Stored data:
◆ ◆ ◆
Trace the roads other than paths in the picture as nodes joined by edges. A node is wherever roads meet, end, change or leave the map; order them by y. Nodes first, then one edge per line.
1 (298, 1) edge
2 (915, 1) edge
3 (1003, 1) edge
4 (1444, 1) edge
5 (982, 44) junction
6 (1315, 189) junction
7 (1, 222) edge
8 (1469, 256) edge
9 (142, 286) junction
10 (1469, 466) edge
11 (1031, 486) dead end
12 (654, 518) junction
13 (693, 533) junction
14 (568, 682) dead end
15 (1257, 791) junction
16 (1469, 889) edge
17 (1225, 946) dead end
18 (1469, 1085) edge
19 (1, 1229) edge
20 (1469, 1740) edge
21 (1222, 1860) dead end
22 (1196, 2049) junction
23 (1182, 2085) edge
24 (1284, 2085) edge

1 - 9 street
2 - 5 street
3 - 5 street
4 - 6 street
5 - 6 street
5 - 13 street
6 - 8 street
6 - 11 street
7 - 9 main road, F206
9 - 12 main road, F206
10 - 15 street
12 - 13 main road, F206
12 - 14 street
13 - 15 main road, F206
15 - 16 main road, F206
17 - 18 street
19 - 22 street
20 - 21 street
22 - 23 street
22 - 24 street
◆ ◆ ◆
> _Assignment_
Each line above is to be repeated exactly.

> _Solution_
Trace the roads other than paths in the picture as nodes joined by edges. A node is wherever roads meet, end, change or leave the map; order them by y. Nodes first, then one edge per line.
1 (298, 1) edge
2 (915, 1) edge
3 (1003, 1) edge
4 (1444, 1) edge
5 (982, 44) junction
6 (1315, 189) junction
7 (1, 222) edge
8 (1469, 256) edge
9 (142, 286) junction
10 (1469, 466) edge
11 (1031, 486) dead end
12 (654, 518) junction
13 (693, 533) junction
14 (568, 682) dead end
15 (1257, 791) junction
16 (1469, 889) edge
17 (1225, 946) dead end
18 (1469, 1085) edge
19 (1, 1229) edge
20 (1469, 1740) edge
21 (1222, 1860) dead end
22 (1196, 2049) junction
23 (1182, 2085) edge
24 (1284, 2085) edge

1 - 9 street
2 - 5 street
3 - 5 street
4 - 6 street
5 - 6 street
5 - 13 street
6 - 8 street
6 - 11 street
7 - 9 main road, F206
9 - 12 main road, F206
10 - 15 street
12 - 13 main road, F206
12 - 14 street
13 - 15 main road, F206
15 - 16 main road, F206
17 - 18 street
19 - 22 street
20 - 21 street
22 - 23 street
22 - 24 street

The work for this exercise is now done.